Problem statement:
Check each line of the data, and copy those where "Jalan" appears.

Entries taken from a collection:

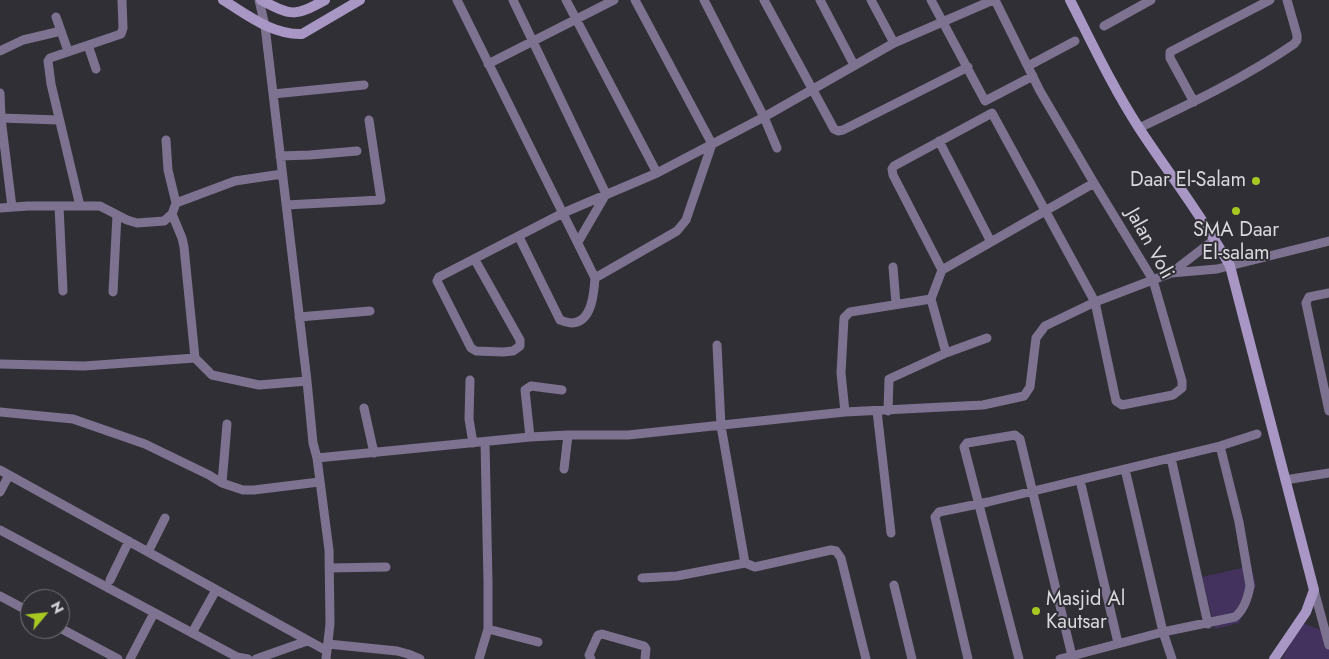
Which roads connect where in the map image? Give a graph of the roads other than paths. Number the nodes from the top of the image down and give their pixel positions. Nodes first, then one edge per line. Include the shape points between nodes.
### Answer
1 (122, 0) edge
2 (223, 0) edge
3 (260, 0) edge
4 (325, 0) edge
5 (360, 0) edge
6 (457, 0) edge
7 (512, 0) edge
8 (566, 0) edge
9 (614, 0) edge
10 (635, 0) edge
11 (704, 0) edge
12 (764, 0) edge
13 (820, 0) edge
14 (871, 0) edge
15 (932, 0) edge
16 (994, 0) edge
17 (1070, 0) edge
18 (1151, 0) edge
19 (1270, 0) edge
20 (1287, 0) edge
21 (56, 17) dead end
22 (577, 20) junction
23 (943, 21) junction
24 (265, 26) junction
25 (1104, 26) dead end
26 (61, 31) junction
27 (1075, 41) dead end
28 (534, 42) junction
29 (894, 43) junction
30 (88, 45) junction
31 (0, 51) edge
32 (68, 51) junction
33 (488, 64) junction
34 (854, 65) junction
35 (1028, 66) junction
36 (968, 67) junction
37 (96, 69) dead end
38 (1033, 76) junction
39 (364, 85) dead end
40 (812, 89) junction
41 (0, 93) edge
42 (273, 94) junction
43 (1194, 102) junction
44 (764, 117) junction
45 (0, 118) edge
46 (59, 120) junction
47 (369, 120) dead end
48 (1139, 128) junction
49 (166, 140) dead end
50 (939, 141) junction
51 (712, 144) junction
52 (777, 148) dead end
53 (357, 151) dead end
54 (280, 156) junction
55 (657, 173) junction
56 (282, 174) junction
57 (1094, 183) junction
58 (606, 194) junction
59 (176, 203) junction
60 (286, 205) junction
61 (59, 206) junction
62 (80, 206) junction
63 (12, 207) junction
64 (0, 208) edge
65 (563, 212) junction
66 (1045, 212) junction
67 (172, 214) junction
68 (117, 215) junction
69 (519, 237) junction
70 (1215, 239) junction
71 (1329, 240) edge
72 (578, 242) junction
73 (991, 242) junction
74 (475, 260) junction
75 (1230, 266) junction
76 (893, 267) dead end
77 (942, 270) junction
78 (1171, 273) junction
79 (595, 278) junction
80 (1153, 280) junction
81 (63, 291) dead end
82 (113, 292) dead end
83 (1329, 293) edge
84 (932, 299) junction
85 (1095, 302) junction
86 (896, 304) junction
87 (370, 311) dead end
88 (299, 317) junction
89 (987, 338) dead end
90 (717, 345) dead end
91 (946, 353) junction
92 (195, 358) junction
93 (0, 364) edge
94 (470, 380) dead end
95 (307, 381) junction
96 (562, 390) dead end
97 (364, 408) dead end
98 (877, 411) junction
99 (888, 411) junction
100 (1329, 411) edge
101 (0, 412) edge
102 (845, 412) junction
103 (227, 424) dead end
104 (721, 426) junction
105 (1257, 434) dead end
106 (568, 435) junction
107 (530, 438) junction
108 (485, 442) junction
109 (473, 443) junction
110 (1220, 446) junction
111 (374, 453) junction
112 (317, 458) junction
113 (1171, 458) junction
114 (564, 469) dead end
115 (1125, 469) junction
116 (0, 470) edge
117 (1329, 473) edge
118 (9, 475) junction
119 (1080, 480) junction
120 (1285, 480) junction
121 (319, 482) junction
122 (222, 484) junction
123 (1034, 491) junction
124 (0, 492) edge
125 (979, 504) junction
126 (166, 518) dead end
127 (0, 530) edge
128 (892, 533) dead end
129 (129, 541) junction
130 (148, 552) junction
131 (745, 563) junction
132 (386, 567) dead end
133 (329, 568) junction
134 (642, 578) dead end
135 (110, 580) dead end
136 (894, 585) dead end
137 (216, 590) junction
138 (1314, 590) junction
139 (0, 596) edge
140 (20, 607) edge
141 (154, 612) junction
142 (1208, 624) junction
143 (488, 629) junction
144 (1163, 632) junction
145 (70, 633) edge
146 (192, 633) junction
147 (307, 641) junction
148 (538, 642) dead end
149 (1118, 643) junction
150 (1329, 645) edge
151 (327, 651) edge
152 (1072, 656) junction
153 (118, 659) edge
154 (130, 659) edge
155 (248, 659) edge
156 (256, 659) edge
157 (420, 659) edge
158 (479, 659) edge
159 (591, 659) edge
160 (644, 659) edge
161 (866, 659) edge
162 (912, 659) edge
163 (968, 659) edge
164 (1019, 659) edge
165 (1060, 659) edge
166 (1172, 659) edge
167 (1274, 659) edge

1 - 30 street via 121,34
2 - 24 street
3 - 4 street via 285,12 304,12
3 - 24 street
5 - 24 street via 302,34
6 - 33 street
7 - 28 street
8 - 22 street
9 - 22 street
10 - 51 street
11 - 44 street
12 - 40 street
13 - 34 street
14 - 29 street
15 - 23 street
16 - 23 street
16 - 35 street, Jalan Voli
17 - 48 street
18 - 25 street
19 - 43 street via 1170,52 1170,58
20 - 43 street via 1297,35 1294,44
21 - 26 street
22 - 28 street
22 - 55 street
23 - 29 street
23 - 36 street
24 - 42 street
26 - 31 street via 23,40
26 - 32 street
27 - 35 street
28 - 33 street
28 - 58 street
29 - 34 street
30 - 32 street
30 - 37 street
32 - 46 street via 48,61
33 - 65 street
34 - 40 street
35 - 38 street, Jalan Voli
36 - 38 street via 985,100
36 - 40 street via 840,131 834,129
38 - 57 street, Jalan Voli
39 - 42 street
40 - 44 street
41 - 45 street
42 - 54 street
43 - 48 street
44 - 51 street
44 - 52 street
45 - 46 street
45 - 63 street
46 - 62 street
47 - 60 street via 381,200
48 - 70 street
49 - 59 street via 168,170
50 - 66 street via 992,113
50 - 73 street
50 - 77 street via 892,169
51 - 55 street
51 - 79 street via 686,220 677,231
53 - 54 street
54 - 56 street
55 - 58 street
56 - 59 street via 235,181
56 - 60 street
57 - 66 street
57 - 80 street, Jalan Voli
58 - 65 street
58 - 72 street
59 - 67 street
60 - 88 street
61 - 62 street
61 - 63 street
61 - 81 street
62 - 68 street via 100,206
63 - 64 street
65 - 69 street
65 - 72 street
66 - 73 street
66 - 85 street
67 - 68 street via 164,221 137,223
67 - 92 street via 184,247
68 - 82 street
69 - 74 street
69 - 79 street via 560,320 572,323 583,319 594,301
70 - 75 street
70 - 78 street
71 - 75 street
72 - 79 street
73 - 77 street
74 - 74 street via 437,281 471,348 476,351 513,351 520,346 520,340
75 - 78 street
75 - 120 street
76 - 86 street
77 - 84 street
78 - 80 street
80 - 85 street
80 - 85 street, Jalan Voli via 1182,381 1182,388 1173,395 1122,405 1117,403
83 - 100 street via 1310,297 1306,303
84 - 86 street
84 - 91 street
85 - 99 street via 1045,326 1036,338 1030,388 1024,396 983,405
86 - 102 street via 850,312 844,318 842,373
87 - 88 street
88 - 95 street
89 - 91 street
90 - 104 street
91 - 99 street via 889,379
92 - 93 street via 84,366
92 - 95 street via 212,375 259,385
94 - 109 street via 469,418
95 - 112 street
96 - 107 street via 531,386 525,390
97 - 111 street
98 - 99 street
98 - 102 street
98 - 128 street
101 - 122 street via 73,419 145,444
102 - 104 street
103 - 122 street
104 - 106 street via 628,435
104 - 131 street
105 - 110 street
106 - 107 street
106 - 114 street
107 - 108 street
108 - 109 street
108 - 143 street
109 - 111 street
110 - 113 street
110 - 142 street via 1239,522 1250,586 1240,613
111 - 112 street
112 - 121 street
113 - 115 street
113 - 142 street
115 - 119 street
115 - 144 street
116 - 118 street
117 - 120 street
118 - 124 street
118 - 129 street
119 - 123 street
119 - 149 street
120 - 138 street
121 - 122 street via 254,490
121 - 133 street
123 - 125 street
123 - 125 street via 1018,436 967,443 964,448
123 - 152 street
125 - 163 street via 941,511 935,517
125 - 164 street
126 - 130 street
127 - 141 street
129 - 130 street
129 - 135 street
130 - 137 street
131 - 134 street via 677,576
131 - 161 street via 755,567 836,551 841,558
132 - 133 street
133 - 151 street
136 - 162 street
137 - 146 street
137 - 147 street
138 - 150 street
138 - 167 street via 1306,612
139 - 140 street
141 - 146 street
141 - 154 street
142 - 144 street
143 - 148 street
143 - 158 street
144 - 149 street
144 - 166 street
145 - 153 street
146 - 155 street via 237,657
147 - 151 street
147 - 156 street
149 - 152 street
151 - 157 street via 397,651
152 - 165 street
159 - 160 street via 589,655 598,635 602,634 644,646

Response to this task:
16 - 35 street, Jalan Voli
35 - 38 street, Jalan Voli
38 - 57 street, Jalan Voli
57 - 80 street, Jalan Voli
80 - 85 street, Jalan Voli via 1182,381 1182,388 1173,395 1122,405 1117,403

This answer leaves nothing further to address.